# Using the name of a powerful family in fiction?



## Guy Faukes (Sep 28, 2014)

I'm writing about an alternate history where the Astor family migrate to another country and become prominent political figures within it. Would that be subject to libel or slander laws? Are there any rules we should follow when using prominent surnames or families in fiction?


----------



## hvysmker (Sep 28, 2014)

I think the idea is somewhat iffy.  If you don't slander them, they probably wouldn't mind. On the other hand, prominent figures are normally considered fair game.  I had a lot of fun lampooning our last President. Of course, I'm talking about in the US.

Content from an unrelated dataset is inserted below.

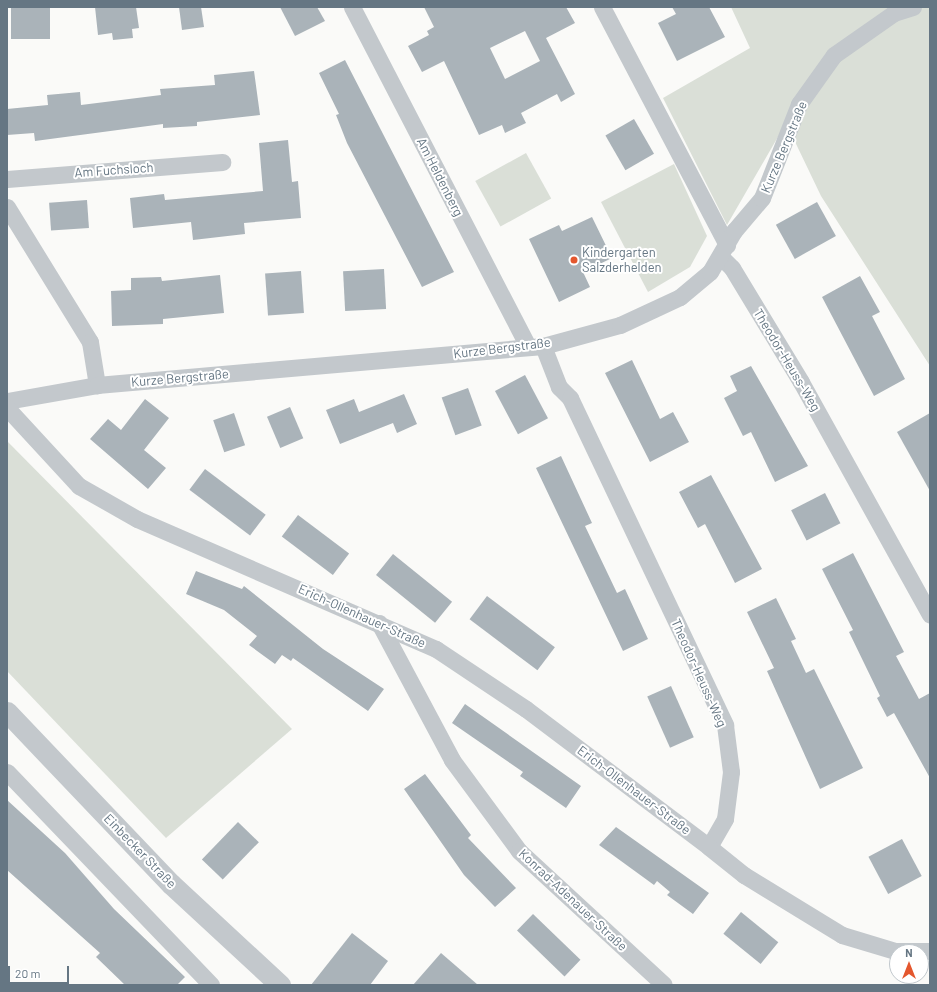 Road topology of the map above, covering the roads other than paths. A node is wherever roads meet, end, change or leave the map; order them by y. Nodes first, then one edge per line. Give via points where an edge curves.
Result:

Then, it might depend on whether you mention a family or individuals.  That's all what I  meant by "iffy".  Political articles mention famous families and individuals often and are sometimes sued.  It seems to me to be largely a matter of whether they'd treat your story as publicity or slander.

Look at the Disney people. They're very likely to sue for any infringement at all, and have the lawyers to win.  It;s why I  used "Maurice 'Mickey'  Mouse" in a couple of stories. 

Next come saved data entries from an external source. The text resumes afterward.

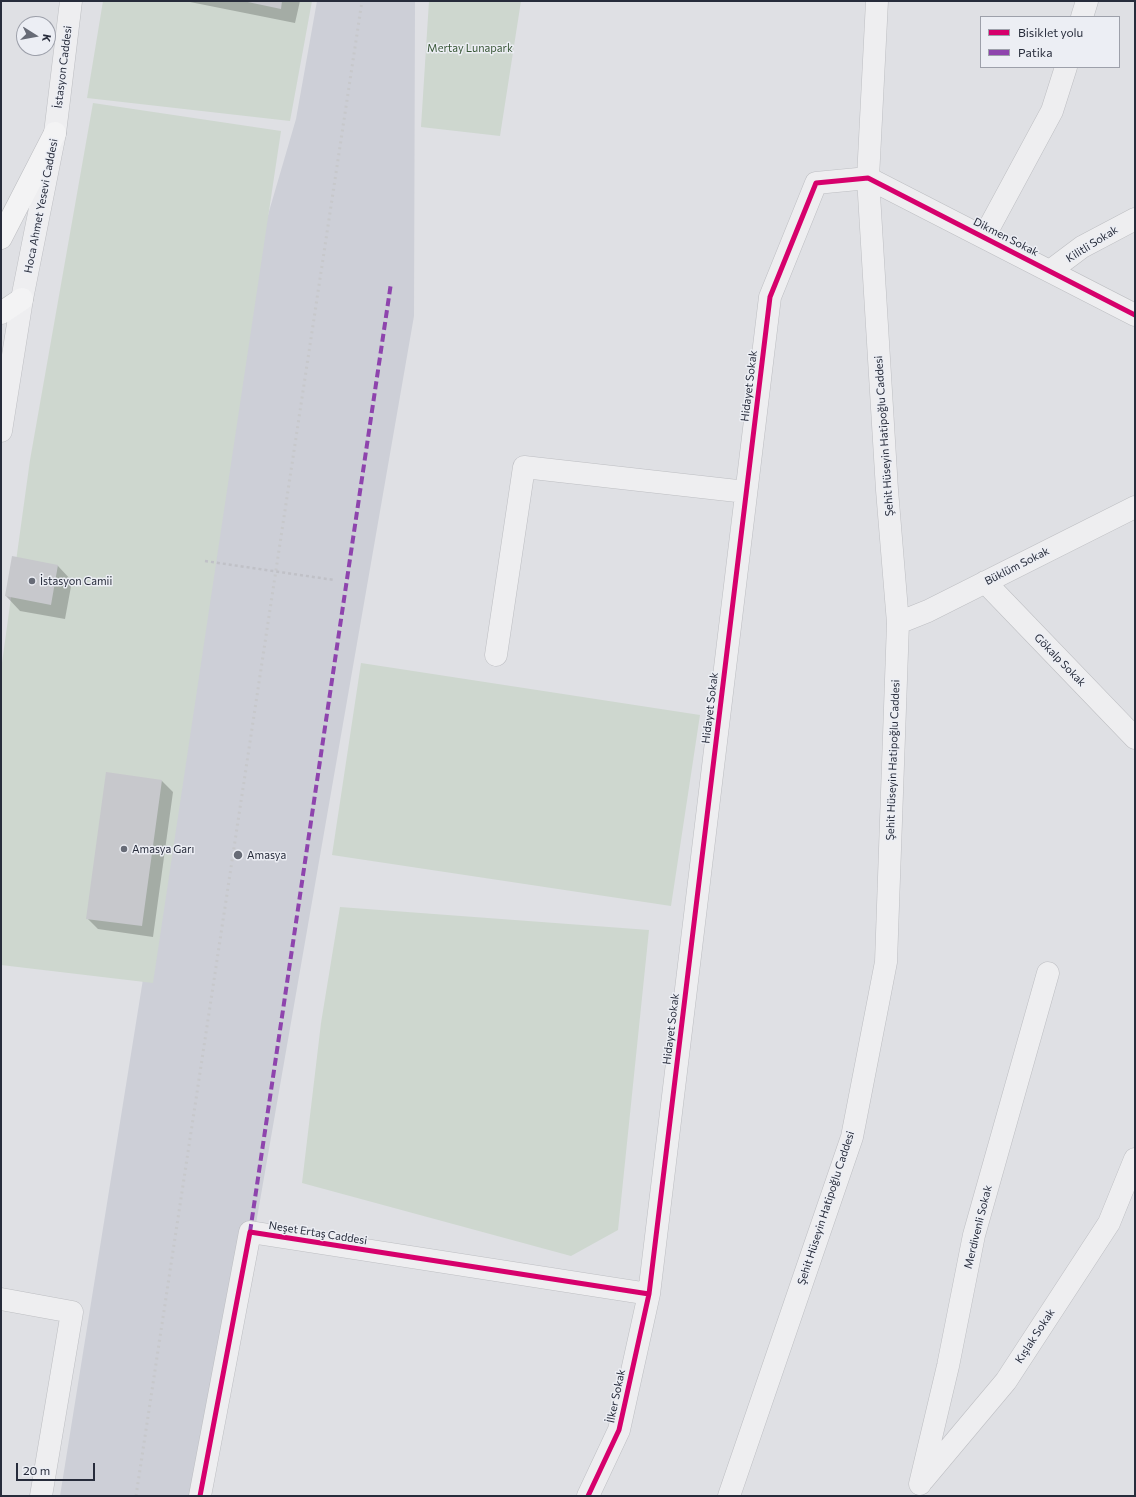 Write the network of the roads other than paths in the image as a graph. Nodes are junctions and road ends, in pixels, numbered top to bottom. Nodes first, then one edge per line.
1 (71, 1) edge
2 (877, 1) edge
3 (1088, 1) edge
4 (1082, 16) edge
5 (1066, 68) edge
6 (55, 133) junction
7 (868, 178) junction
8 (1135, 219) edge
9 (1, 238) edge
10 (984, 238) junction
11 (1050, 271) junction
12 (22, 299) junction
13 (1, 313) edge
14 (1135, 315) edge
15 (1, 431) edge
16 (746, 492) junction
17 (1135, 508) edge
18 (985, 582) junction
19 (898, 623) junction
20 (496, 655) dead end
21 (1135, 738) edge
22 (1048, 973) dead end
23 (1135, 1159) edge
24 (649, 1294) junction
25 (1, 1299) edge
26 (915, 1490) edge
27 (41, 1496) edge
28 (200, 1496) edge
29 (588, 1496) edge
30 (729, 1496) edge

1 - 6 street, İstasyon Caddesi
2 - 7 street, Şehit Hüseyin Hatipoğlu Caddesi
3 - 4 street
5 - 10 street
6 - 9 main road, Hoca Ahmet Yesevi Caddesi
6 - 12 street, Hoca Ahmet Yesevi Caddesi
7 - 10 street, Dikmen Sokak
7 - 16 street, Hidayet Sokak
7 - 19 street, Şehit Hüseyin Hatipoğlu Caddesi
8 - 11 street, Kilitli Sokak
10 - 11 street, Dikmen Sokak
11 - 14 street, Dikmen Sokak
12 - 13 main road
12 - 15 street
16 - 20 street
16 - 24 street, Hidayet Sokak
17 - 18 street, Büklüm Sokak
18 - 19 street, Büklüm Sokak
18 - 21 street, Gökalp Sokak
19 - 30 street, Şehit Hüseyin Hatipoğlu Caddesi
22 - 26 street, Merdivenli Sokak
23 - 26 street, Kışlak Sokak
24 - 28 street, Neşet Ertaş Caddesi
24 - 29 street, İlker Sokak
25 - 27 street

What occurs to me is a question of why take a chance?  Simply use alternate names such as "Asters" and change a few facts in their description. 

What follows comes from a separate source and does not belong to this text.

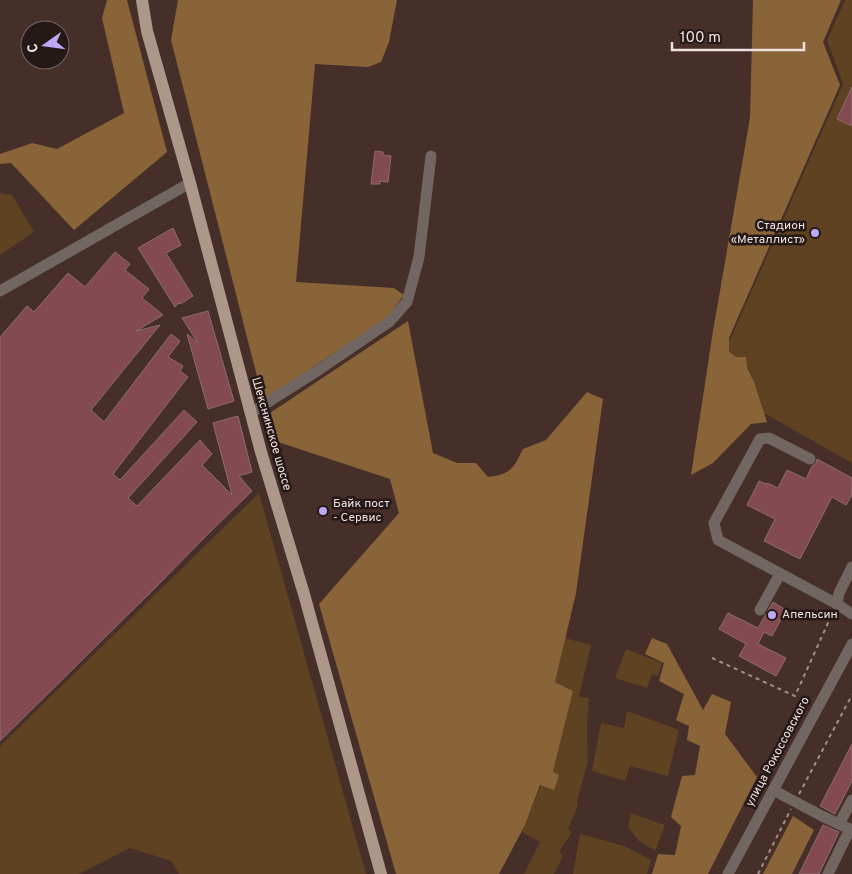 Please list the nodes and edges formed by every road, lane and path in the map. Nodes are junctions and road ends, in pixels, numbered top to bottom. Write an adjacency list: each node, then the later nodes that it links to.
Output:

If it were me, I'd go ahead.  Let them sue. What they going to get?  A cage of rats and three hungry cats. He-he.

Charlie


----------



## EmmaSohan (Sep 28, 2014)

Does it really make any difference who they are? I mean, is that important to the story or mostly a gimmick?

I guess I see a problem (I don't know if it's a legal problem) with taking a real person and then saying what that real person would really be like in an alternate reality if they are worse in the alternate reality. I guess any changes have to be motivated.


----------



## popsprocket (Sep 29, 2014)

Fiction is fairly immune from defamation just by virtue of being fiction. If you are using real members of this family as the bases for characters, then change their names. It's pretty easy.

Consider though, in all honesty, does it add anything to the story to use the real family? What's wrong with a fictional powerful family? Presumably your readers will understand the intent, alternate history or not, that some old money political type families exist both in the real world and the one you've created and don't require the families to be based on real ones to understand the point being made.


----------



## InstituteMan (Sep 29, 2014)

I would change the name if possible, but healthy risk aversion is one of my occupational hazards.


----------



## Guy Faukes (Sep 29, 2014)

I agree that tweaking the name would avert potential lawsuits. Unfortunately, I've also named the country after their surname, so it means I have another snappy-but-realistic country name to think of... and I am very fatigued of creating names, haha. 

The theme seems to lose some of it's gravitas when I alter their names too much. There's a bit of power with noting the Astors, and having a simulacrum doesn't entirely fit the same way. 

Also, since they are political and economic figures, they have dipped their toes into some pretty nasty incidents in my novel. This is sort of "normal" with real life politics, but implicating the Astors in that sort may end up costing me a feline and her living snacks. 

Sometimes it's just best to drop a plot point and find something more meaningful. Ah well, back to the drawing board.


----------



## tabasco5 (Sep 29, 2014)

.


----------



## Guy Faukes (Sep 29, 2014)

Touche, but I might be pissing off an entire family with notable wealth (and legal power) on semi-realistic terms. That was almost a parody of Lincoln


----------



## Morkonan (Oct 2, 2014)

Guy Faukes said:


> Touche, but I might be pissing off an entire family with notable wealth (and legal power) on semi-realistic terms.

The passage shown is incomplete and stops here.